Il braccio di ferro fra Pelosi e McConnell dunque è il vero momento di inizio della campagna presidenziale 2020: la Speaker democratica vuole un impeachment al rallentatore per far emergere le divisioni intra-repubblicane allontanando da Trump una dose strategica di suoi elettori mentre McConnell punta all’esatto opposto, compattare il partito davanti ad un rapido «no all’impeachment» della maggioranza dei senatori repubblicani.
È uno scenario che ci suggerisce quanto, al momento, Trump resti in vantaggio nella corsa alla rielezione – soprattutto a causa del buon andamento dell’economia – e dunque alla Pelosi non resti che la carta di dividere i repubblicani attorno ai dubbi sulla moralità politica del presidente.

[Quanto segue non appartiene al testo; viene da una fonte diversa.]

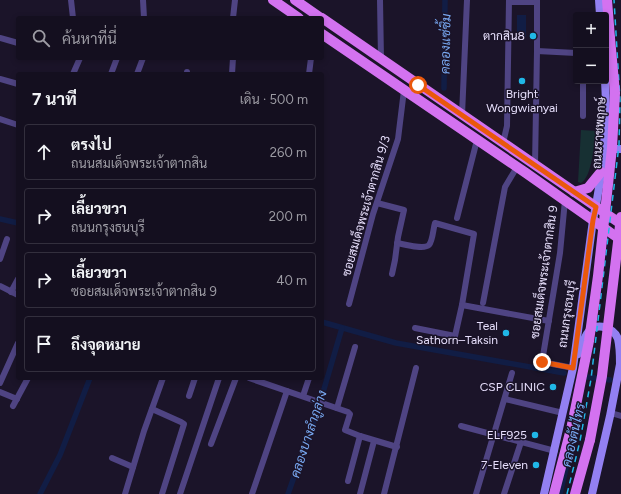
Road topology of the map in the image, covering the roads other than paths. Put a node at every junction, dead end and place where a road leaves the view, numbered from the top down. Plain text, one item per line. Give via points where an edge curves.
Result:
1 (71, 0) edge
2 (143, 0) edge
3 (235, 0) edge
4 (273, 0) edge
5 (295, 0) edge
6 (380, 0) edge
7 (467, 0) edge
8 (599, 0) edge
9 (607, 0) edge
10 (509, 1) edge
11 (537, 1) edge
12 (306, 4) edge
13 (600, 12) edge
14 (74, 16) edge
15 (144, 16) edge
16 (234, 16) edge
17 (296, 16) edge
18 (320, 16) edge
19 (324, 19) edge
20 (324, 35) edge
21 (0, 38) edge
22 (16, 42) edge
23 (537, 51) junction
24 (573, 52) edge
25 (381, 59) junction
26 (79, 60) edge
27 (116, 60) edge
28 (142, 60) edge
29 (233, 60) edge
30 (311, 60) edge
31 (74, 72) edge
32 (112, 72) edge
33 (138, 72) edge
34 (232, 72) edge
35 (309, 72) edge
36 (0, 79) edge
37 (16, 83) edge
38 (583, 84) edge
39 (605, 84) edge
40 (404, 90) junction
41 (462, 115) junction
42 (583, 116) dead end
43 (0, 119) edge
44 (16, 124) edge
45 (604, 132) junction
46 (477, 140) junction
47 (502, 143) junction
48 (621, 149) edge
49 (535, 165) junction
50 (517, 167) junction
51 (601, 172) junction
52 (574, 192) junction
53 (565, 200) junction
54 (377, 203) junction
55 (596, 207) junction
56 (621, 216) edge
57 (457, 218) dead end
58 (593, 220) junction
59 (604, 220) joint
60 (620, 232) edge
61 (7, 239) dead end
62 (397, 243) junction
63 (621, 256) edge
64 (0, 259) edge
65 (392, 274) dead end
66 (16, 283) edge
67 (0, 286) edge
68 (11, 292) junction
69 (16, 294) edge
70 (483, 303) dead end
71 (349, 304) dead end
72 (462, 305) junction
73 (549, 321) junction
74 (604, 327) junction
75 (416, 328) dead end
76 (16, 347) edge
77 (355, 347) dead end
78 (621, 362) edge
79 (416, 368) dead end
80 (573, 368) junction
81 (512, 373) dead end
82 (27, 380) edge
83 (162, 380) edge
84 (194, 380) edge
85 (218, 380) edge
86 (235, 380) edge
87 (262, 380) edge
88 (307, 380) edge
89 (0, 383) edge
90 (287, 391) junction
91 (0, 392) edge
92 (188, 396) dead end
93 (303, 396) junction
94 (505, 398) junction
95 (17, 399) junction
96 (13, 406) dead end
97 (152, 408) junction
98 (338, 408) junction
99 (563, 413) junction
100 (611, 413) junction
101 (621, 416) edge
102 (461, 426) dead end
103 (494, 435) junction
104 (360, 436) junction
105 (374, 441) junction
106 (521, 442) junction
107 (211, 444) dead end
108 (397, 447) junction
109 (555, 451) junction
110 (112, 458) dead end
111 (133, 466) junction
112 (348, 481) dead end
113 (125, 494) edge
114 (162, 494) edge
115 (180, 494) edge
116 (252, 494) edge
117 (360, 494) edge
118 (384, 494) edge
119 (476, 494) edge
120 (504, 494) edge
121 (544, 494) edge
122 (554, 494) edge
123 (575, 494) edge
124 (592, 494) edge

1 - 14 street
2 - 15 street
3 - 16 street
4 - 17 main road
5 - 12 main road
6 - 25 street
7 - 41 street
8 - 13 main road
9 - 59 main road, ถนนราชพฤกษ์, bridge via 615,93
10 - 11 street
10 - 47 street via 507,126
11 - 23 street
12 - 18 main road
19 - 25 main road
20 - 40 main road
21 - 22 street
23 - 24 street
23 - 49 street
25 - 41 main road
26 - 31 street
27 - 32 street
28 - 33 street
29 - 34 street
30 - 35 street
36 - 37 street
38 - 42 street
39 - 45 main road, ถนนราชพฤกษ์
40 - 46 main road
40 - 54 street, ซอยสมเด็จพระเจ้าตากสิน 9/3 via 398,139
41 - 47 main road
43 - 44 street
45 - 48 main road via 606,143
45 - 51 main road, ถนนราชพฤกษ์
46 - 50 main road
46 - 57 street
47 - 49 main road
49 - 52 main road
50 - 53 main road
50 - 70 street via 505,187
51 - 52 main road via 588,188
51 - 55 main road, ถนนราชพฤกษ์
52 - 55 main road
53 - 58 main road
53 - 73 street, ซอยสมเด็จพระเจ้าตากสิน 9
54 - 62 street via 404,210
54 - 71 street, ซอยสมเด็จพระเจ้าตากสิน 9/3
55 - 58 main road, ถนนกรุงธนบุรี
55 - 60 main road
56 - 60 main road, bridge
58 - 60 main road
58 - 80 main road, ถนนกรุงธนบุรี
59 - 122 main road, ถนนกรุงธนบุรี, bridge via 589,340 572,425
60 - 123 main road, bridge via 602,376 590,440
61 - 64 street
62 - 65 street
62 - 72 street via 426,247 429,245 435,223 474,234
63 - 74 main road via 612,315
66 - 68 street
67 - 68 street
68 - 69 street
72 - 73 street
72 - 75 street via 455,336
73 - 80 street, ซอยสมเด็จพระเจ้าตากสิน 9 via 542,362
74 - 78 main road via 610,328 618,338
74 - 80 main road via 589,332
76 - 89 street
77 - 98 street
78 - 100 main road
79 - 108 street
80 - 99 main road, ถนนกรุงธนบุรี
81 - 94 street
82 - 95 street
83 - 97 street
84 - 92 street
85 - 115 street
86 - 107 street
87 - 90 street
88 - 93 street
90 - 93 street
90 - 116 street
91 - 95 street
93 - 98 street
94 - 99 street
94 - 103 street
95 - 96 street
97 - 111 street
97 - 114 street via 184,424
98 - 104 street via 349,412 345,430
99 - 109 main road, ถนนกรุงธนบุรี
100 - 101 street
100 - 124 main road
102 - 103 street
103 - 106 street
103 - 119 street
104 - 105 street
104 - 112 street
105 - 108 street
105 - 117 street
106 - 109 street
106 - 120 street
108 - 118 street
109 - 121 main road, ถนนกรุงธนบุรี
110 - 111 street
111 - 113 street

Ma non è tutto perché la strategia di Pelosi si basa anche sul fatto che i democratici riescano ad esprimere un candidato alla Casa Bianca capace di intercettare eventuali voti in fuga negli Stati più in bilico, dal MidWest al Sud fino agli Appalachi. Da qui l’attenzione non solo per Joe Biden, ex vicepresidente di Barack Obama, ma anche per il sindaco di South Band, in Indiana, Pete Buttigieg, ed in misura minore per Amy Klobuchar, avvocato dei contadini in Minnesota. Obama ha scelto di dare manforte a Pelosi ammonendo i democratici a «non scivolare troppo a sinistra» e la candidatura dell’ex sindaco di New York Mike Bloomberg – forte delle sue ingenti fortune – mette a disposizione del campo moderato risorse di entità non indifferente. Saranno le primarie di febbraio in Iowa, New Hampshire, Nevada e South Carolina a dire se la strategia di Pelosi riuscirà a favorire l’emergere di un candidato moderato a scapito dei volti più radicali ancora in campo – i senatori Bernie Sanders ed Elizabeth Warren – aprendo al tempo stesso un fronte interno ai repubblicani capace di spostare voti decisivi nell’Election Day negli Stati in bilico. Di certo tutto ciò conferma che Pelosi vuole evitare ai democratici di finire come il Labour di Corbin: travolto dall’avversario a causa della scelta di posizioni di estrema sinistra lontane dalla maggioranza degli elettori.
Ma non è tutto perché Nancy Pelosi, che già nelle elezioni di Midterm del 2006 si affermò come il regista dei «cowboy democratici» capaci di strappare ai repubblicani gli elettori più moderati, deve guardarsi da un altro rischio: il fuoco amico di Hillary Clinton e Michelle Obama. Se infatti dalle primarie non uscisse un candidato vincente, secondo il tam tam dei salotti di Georgetown, le due ex First Lady potrebbero essere tentate di puntare sulla Convention di luglio a Milwaukee, Wisconsin, per riuscire ad ottenere una nomination a sorpresa. Tanto basta per farci comprendere che la campagna presidenziale 2020 si annuncia come una delle più imprevedibili.